(Stored items)
= Beginning of Section =
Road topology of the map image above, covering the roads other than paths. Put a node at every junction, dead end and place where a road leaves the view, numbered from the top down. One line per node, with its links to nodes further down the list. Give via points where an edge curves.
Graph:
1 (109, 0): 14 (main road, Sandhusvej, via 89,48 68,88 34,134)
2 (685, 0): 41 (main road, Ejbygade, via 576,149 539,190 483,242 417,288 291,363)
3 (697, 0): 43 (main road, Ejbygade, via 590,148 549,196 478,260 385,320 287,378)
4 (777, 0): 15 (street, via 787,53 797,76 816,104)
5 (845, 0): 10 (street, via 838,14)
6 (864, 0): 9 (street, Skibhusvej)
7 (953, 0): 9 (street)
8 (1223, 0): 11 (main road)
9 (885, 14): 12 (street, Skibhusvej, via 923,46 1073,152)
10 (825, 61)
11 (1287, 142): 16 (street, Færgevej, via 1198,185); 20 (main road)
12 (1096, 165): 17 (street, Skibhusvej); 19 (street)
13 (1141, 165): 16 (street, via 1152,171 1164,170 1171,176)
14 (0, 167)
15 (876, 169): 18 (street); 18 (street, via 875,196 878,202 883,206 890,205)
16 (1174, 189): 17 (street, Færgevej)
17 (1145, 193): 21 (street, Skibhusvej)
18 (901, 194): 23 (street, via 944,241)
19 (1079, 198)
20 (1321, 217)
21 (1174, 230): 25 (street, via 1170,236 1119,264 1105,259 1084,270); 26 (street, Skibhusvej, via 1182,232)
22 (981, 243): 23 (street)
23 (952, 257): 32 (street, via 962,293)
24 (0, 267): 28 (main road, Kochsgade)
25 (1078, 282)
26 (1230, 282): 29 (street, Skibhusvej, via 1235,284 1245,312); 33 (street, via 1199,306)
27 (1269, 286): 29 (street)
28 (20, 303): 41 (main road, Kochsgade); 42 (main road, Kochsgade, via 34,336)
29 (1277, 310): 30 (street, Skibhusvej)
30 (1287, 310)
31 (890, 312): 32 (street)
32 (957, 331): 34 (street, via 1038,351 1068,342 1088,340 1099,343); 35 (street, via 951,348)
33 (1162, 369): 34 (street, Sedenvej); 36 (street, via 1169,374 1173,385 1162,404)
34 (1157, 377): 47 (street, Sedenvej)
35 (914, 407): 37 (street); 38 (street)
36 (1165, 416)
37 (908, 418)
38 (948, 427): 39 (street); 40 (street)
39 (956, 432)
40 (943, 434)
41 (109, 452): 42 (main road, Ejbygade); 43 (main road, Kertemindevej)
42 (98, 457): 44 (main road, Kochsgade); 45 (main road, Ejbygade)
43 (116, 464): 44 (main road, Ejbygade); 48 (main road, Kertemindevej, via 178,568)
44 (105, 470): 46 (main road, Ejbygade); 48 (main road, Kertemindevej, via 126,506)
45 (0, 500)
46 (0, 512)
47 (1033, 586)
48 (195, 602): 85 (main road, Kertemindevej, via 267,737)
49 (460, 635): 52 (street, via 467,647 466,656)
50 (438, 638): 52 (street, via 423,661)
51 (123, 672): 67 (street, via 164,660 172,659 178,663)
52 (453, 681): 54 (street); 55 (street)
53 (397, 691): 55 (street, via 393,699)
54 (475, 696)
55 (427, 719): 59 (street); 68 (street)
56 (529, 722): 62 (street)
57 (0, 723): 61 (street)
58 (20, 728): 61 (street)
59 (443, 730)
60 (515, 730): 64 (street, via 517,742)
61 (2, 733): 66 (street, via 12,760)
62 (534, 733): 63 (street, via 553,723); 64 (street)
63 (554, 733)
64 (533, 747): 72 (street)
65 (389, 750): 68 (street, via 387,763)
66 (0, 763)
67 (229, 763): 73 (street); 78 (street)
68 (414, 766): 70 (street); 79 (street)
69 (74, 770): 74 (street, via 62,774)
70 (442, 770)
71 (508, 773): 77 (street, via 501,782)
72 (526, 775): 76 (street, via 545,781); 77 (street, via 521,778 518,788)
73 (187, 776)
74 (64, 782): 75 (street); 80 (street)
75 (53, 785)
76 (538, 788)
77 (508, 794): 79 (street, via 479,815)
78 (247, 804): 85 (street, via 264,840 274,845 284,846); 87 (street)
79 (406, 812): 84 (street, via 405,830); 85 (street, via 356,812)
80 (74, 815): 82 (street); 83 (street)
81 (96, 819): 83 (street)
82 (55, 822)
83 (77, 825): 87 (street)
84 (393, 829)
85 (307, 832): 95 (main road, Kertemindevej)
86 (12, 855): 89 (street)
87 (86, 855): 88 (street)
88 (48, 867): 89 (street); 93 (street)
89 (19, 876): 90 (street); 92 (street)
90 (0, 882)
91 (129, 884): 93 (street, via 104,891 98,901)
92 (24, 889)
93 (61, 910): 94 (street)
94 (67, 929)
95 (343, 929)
= End of Section =
• _WORK INSTRUCTIONS_:
Your task is to reproduce each entry exactly.

• _ANSWER FOR THIS EXERCISE_:
Road topology of the map image above, covering the roads other than paths. Put a node at every junction, dead end and place where a road leaves the view, numbered from the top down. One line per node, with its links to nodes further down the list. Give via points where an edge curves.
Graph:
1 (109, 0): 14 (main road, Sandhusvej, via 89,48 68,88 34,134)
2 (685, 0): 41 (main road, Ejbygade, via 576,149 539,190 483,242 417,288 291,363)
3 (697, 0): 43 (main road, Ejbygade, via 590,148 549,196 478,260 385,320 287,378)
4 (777, 0): 15 (street, via 787,53 797,76 816,104)
5 (845, 0): 10 (street, via 838,14)
6 (864, 0): 9 (street, Skibhusvej)
7 (953, 0): 9 (street)
8 (1223, 0): 11 (main road)
9 (885, 14): 12 (street, Skibhusvej, via 923,46 1073,152)
10 (825, 61)
11 (1287, 142): 16 (street, Færgevej, via 1198,185); 20 (main road)
12 (1096, 165): 17 (street, Skibhusvej); 19 (street)
13 (1141, 165): 16 (street, via 1152,171 1164,170 1171,176)
14 (0, 167)
15 (876, 169): 18 (street); 18 (street, via 875,196 878,202 883,206 890,205)
16 (1174, 189): 17 (street, Færgevej)
17 (1145, 193): 21 (street, Skibhusvej)
18 (901, 194): 23 (street, via 944,241)
19 (1079, 198)
20 (1321, 217)
21 (1174, 230): 25 (street, via 1170,236 1119,264 1105,259 1084,270); 26 (street, Skibhusvej, via 1182,232)
22 (981, 243): 23 (street)
23 (952, 257): 32 (street, via 962,293)
24 (0, 267): 28 (main road, Kochsgade)
25 (1078, 282)
26 (1230, 282): 29 (street, Skibhusvej, via 1235,284 1245,312); 33 (street, via 1199,306)
27 (1269, 286): 29 (street)
28 (20, 303): 41 (main road, Kochsgade); 42 (main road, Kochsgade, via 34,336)
29 (1277, 310): 30 (street, Skibhusvej)
30 (1287, 310)
31 (890, 312): 32 (street)
32 (957, 331): 34 (street, via 1038,351 1068,342 1088,340 1099,343); 35 (street, via 951,348)
33 (1162, 369): 34 (street, Sedenvej); 36 (street, via 1169,374 1173,385 1162,404)
34 (1157, 377): 47 (street, Sedenvej)
35 (914, 407): 37 (street); 38 (street)
36 (1165, 416)
37 (908, 418)
38 (948, 427): 39 (street); 40 (street)
39 (956, 432)
40 (943, 434)
41 (109, 452): 42 (main road, Ejbygade); 43 (main road, Kertemindevej)
42 (98, 457): 44 (main road, Kochsgade); 45 (main road, Ejbygade)
43 (116, 464): 44 (main road, Ejbygade); 48 (main road, Kertemindevej, via 178,568)
44 (105, 470): 46 (main road, Ejbygade); 48 (main road, Kertemindevej, via 126,506)
45 (0, 500)
46 (0, 512)
47 (1033, 586)
48 (195, 602): 85 (main road, Kertemindevej, via 267,737)
49 (460, 635): 52 (street, via 467,647 466,656)
50 (438, 638): 52 (street, via 423,661)
51 (123, 672): 67 (street, via 164,660 172,659 178,663)
52 (453, 681): 54 (street); 55 (street)
53 (397, 691): 55 (street, via 393,699)
54 (475, 696)
55 (427, 719): 59 (street); 68 (street)
56 (529, 722): 62 (street)
57 (0, 723): 61 (street)
58 (20, 728): 61 (street)
59 (443, 730)
60 (515, 730): 64 (street, via 517,742)
61 (2, 733): 66 (street, via 12,760)
62 (534, 733): 63 (street, via 553,723); 64 (street)
63 (554, 733)
64 (533, 747): 72 (street)
65 (389, 750): 68 (street, via 387,763)
66 (0, 763)
67 (229, 763): 73 (street); 78 (street)
68 (414, 766): 70 (street); 79 (street)
69 (74, 770): 74 (street, via 62,774)
70 (442, 770)
71 (508, 773): 77 (street, via 501,782)
72 (526, 775): 76 (street, via 545,781); 77 (street, via 521,778 518,788)
73 (187, 776)
74 (64, 782): 75 (street); 80 (street)
75 (53, 785)
76 (538, 788)
77 (508, 794): 79 (street, via 479,815)
78 (247, 804): 85 (street, via 264,840 274,845 284,846); 87 (street)
79 (406, 812): 84 (street, via 405,830); 85 (street, via 356,812)
80 (74, 815): 82 (street); 83 (street)
81 (96, 819): 83 (street)
82 (55, 822)
83 (77, 825): 87 (street)
84 (393, 829)
85 (307, 832): 95 (main road, Kertemindevej)
86 (12, 855): 89 (street)
87 (86, 855): 88 (street)
88 (48, 867): 89 (street); 93 (street)
89 (19, 876): 90 (street); 92 (street)
90 (0, 882)
91 (129, 884): 93 (street, via 104,891 98,901)
92 (24, 889)
93 (61, 910): 94 (street)
94 (67, 929)
95 (343, 929)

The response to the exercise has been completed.